_Problem statement_:
Set down every record below exactly as it stands, with the pictures omitted.

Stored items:

════════════════

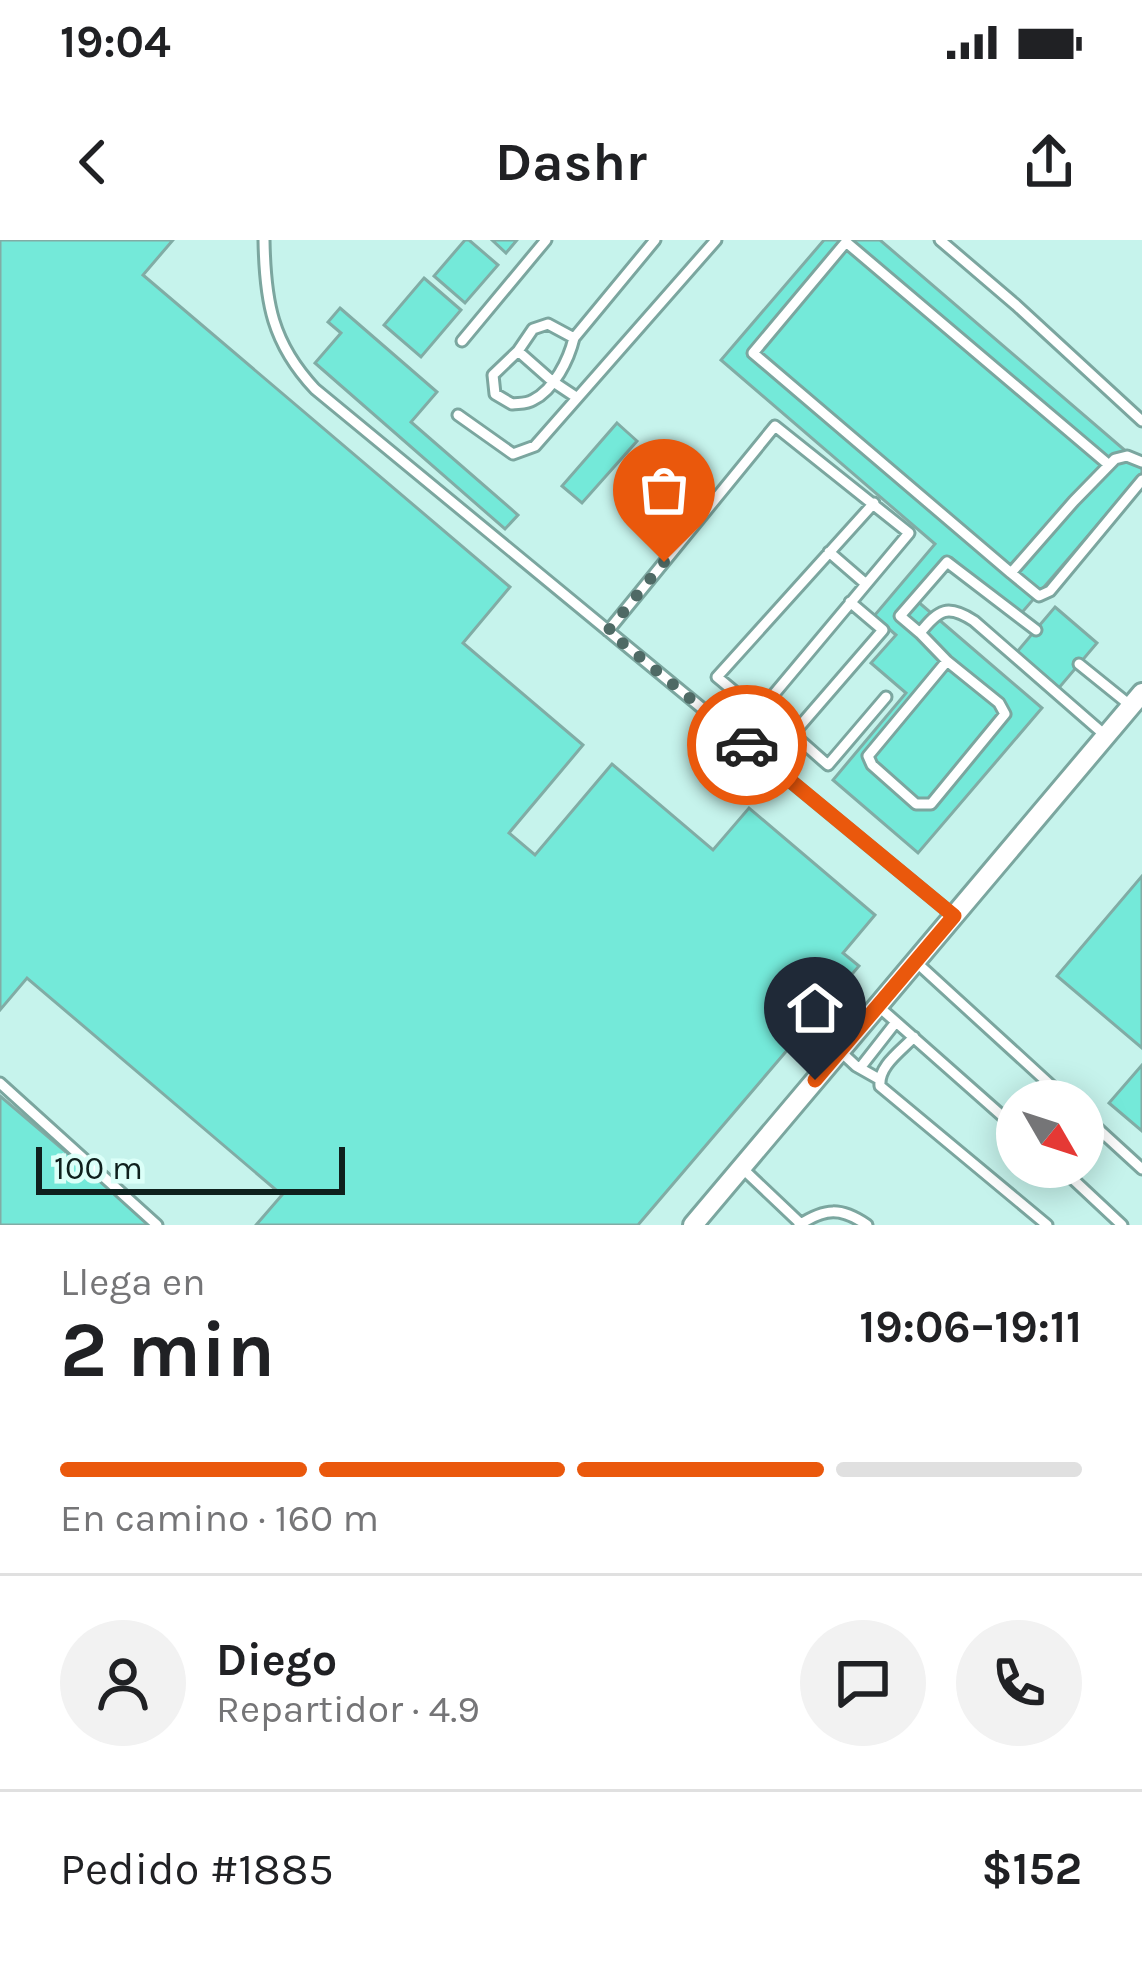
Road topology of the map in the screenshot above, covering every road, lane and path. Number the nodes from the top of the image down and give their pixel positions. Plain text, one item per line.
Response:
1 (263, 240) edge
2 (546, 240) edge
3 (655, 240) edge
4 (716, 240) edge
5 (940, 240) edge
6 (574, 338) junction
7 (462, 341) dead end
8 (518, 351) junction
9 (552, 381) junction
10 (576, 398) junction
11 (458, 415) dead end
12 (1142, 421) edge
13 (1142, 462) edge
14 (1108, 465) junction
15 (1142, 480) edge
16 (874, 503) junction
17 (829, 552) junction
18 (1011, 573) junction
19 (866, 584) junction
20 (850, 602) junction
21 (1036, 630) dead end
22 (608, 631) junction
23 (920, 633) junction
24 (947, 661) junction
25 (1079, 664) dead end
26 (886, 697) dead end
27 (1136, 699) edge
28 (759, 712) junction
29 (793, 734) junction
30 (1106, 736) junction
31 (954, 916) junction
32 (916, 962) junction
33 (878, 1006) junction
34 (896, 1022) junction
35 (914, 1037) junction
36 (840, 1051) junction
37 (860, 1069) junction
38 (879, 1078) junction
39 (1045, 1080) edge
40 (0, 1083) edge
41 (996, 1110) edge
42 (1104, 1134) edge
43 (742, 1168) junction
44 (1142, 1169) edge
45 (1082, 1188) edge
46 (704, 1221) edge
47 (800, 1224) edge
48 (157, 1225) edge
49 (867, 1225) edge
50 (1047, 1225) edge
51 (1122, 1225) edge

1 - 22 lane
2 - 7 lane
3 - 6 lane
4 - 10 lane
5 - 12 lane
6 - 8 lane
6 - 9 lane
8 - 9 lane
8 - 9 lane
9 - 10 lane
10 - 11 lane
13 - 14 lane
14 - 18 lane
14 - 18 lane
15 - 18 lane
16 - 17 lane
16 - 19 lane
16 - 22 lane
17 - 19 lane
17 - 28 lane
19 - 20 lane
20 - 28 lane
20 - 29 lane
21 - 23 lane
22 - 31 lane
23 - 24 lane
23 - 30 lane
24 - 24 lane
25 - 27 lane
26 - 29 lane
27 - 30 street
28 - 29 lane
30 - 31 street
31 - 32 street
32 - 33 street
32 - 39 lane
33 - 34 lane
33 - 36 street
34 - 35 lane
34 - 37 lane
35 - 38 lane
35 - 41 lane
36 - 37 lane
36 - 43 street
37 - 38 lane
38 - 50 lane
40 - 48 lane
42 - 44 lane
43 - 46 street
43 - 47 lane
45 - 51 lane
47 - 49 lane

════════════════

_Expected output_:
Road topology of the map in the screenshot above, covering every road, lane and path. Number the nodes from the top of the image down and give their pixel positions. Plain text, one item per line.
Response:
1 (263, 240) edge
2 (546, 240) edge
3 (655, 240) edge
4 (716, 240) edge
5 (940, 240) edge
6 (574, 338) junction
7 (462, 341) dead end
8 (518, 351) junction
9 (552, 381) junction
10 (576, 398) junction
11 (458, 415) dead end
12 (1142, 421) edge
13 (1142, 462) edge
14 (1108, 465) junction
15 (1142, 480) edge
16 (874, 503) junction
17 (829, 552) junction
18 (1011, 573) junction
19 (866, 584) junction
20 (850, 602) junction
21 (1036, 630) dead end
22 (608, 631) junction
23 (920, 633) junction
24 (947, 661) junction
25 (1079, 664) dead end
26 (886, 697) dead end
27 (1136, 699) edge
28 (759, 712) junction
29 (793, 734) junction
30 (1106, 736) junction
31 (954, 916) junction
32 (916, 962) junction
33 (878, 1006) junction
34 (896, 1022) junction
35 (914, 1037) junction
36 (840, 1051) junction
37 (860, 1069) junction
38 (879, 1078) junction
39 (1045, 1080) edge
40 (0, 1083) edge
41 (996, 1110) edge
42 (1104, 1134) edge
43 (742, 1168) junction
44 (1142, 1169) edge
45 (1082, 1188) edge
46 (704, 1221) edge
47 (800, 1224) edge
48 (157, 1225) edge
49 (867, 1225) edge
50 (1047, 1225) edge
51 (1122, 1225) edge

1 - 22 lane
2 - 7 lane
3 - 6 lane
4 - 10 lane
5 - 12 lane
6 - 8 lane
6 - 9 lane
8 - 9 lane
8 - 9 lane
9 - 10 lane
10 - 11 lane
13 - 14 lane
14 - 18 lane
14 - 18 lane
15 - 18 lane
16 - 17 lane
16 - 19 lane
16 - 22 lane
17 - 19 lane
17 - 28 lane
19 - 20 lane
20 - 28 lane
20 - 29 lane
21 - 23 lane
22 - 31 lane
23 - 24 lane
23 - 30 lane
24 - 24 lane
25 - 27 lane
26 - 29 lane
27 - 30 street
28 - 29 lane
30 - 31 street
31 - 32 street
32 - 33 street
32 - 39 lane
33 - 34 lane
33 - 36 street
34 - 35 lane
34 - 37 lane
35 - 38 lane
35 - 41 lane
36 - 37 lane
36 - 43 street
37 - 38 lane
38 - 50 lane
40 - 48 lane
42 - 44 lane
43 - 46 street
43 - 47 lane
45 - 51 lane
47 - 49 lane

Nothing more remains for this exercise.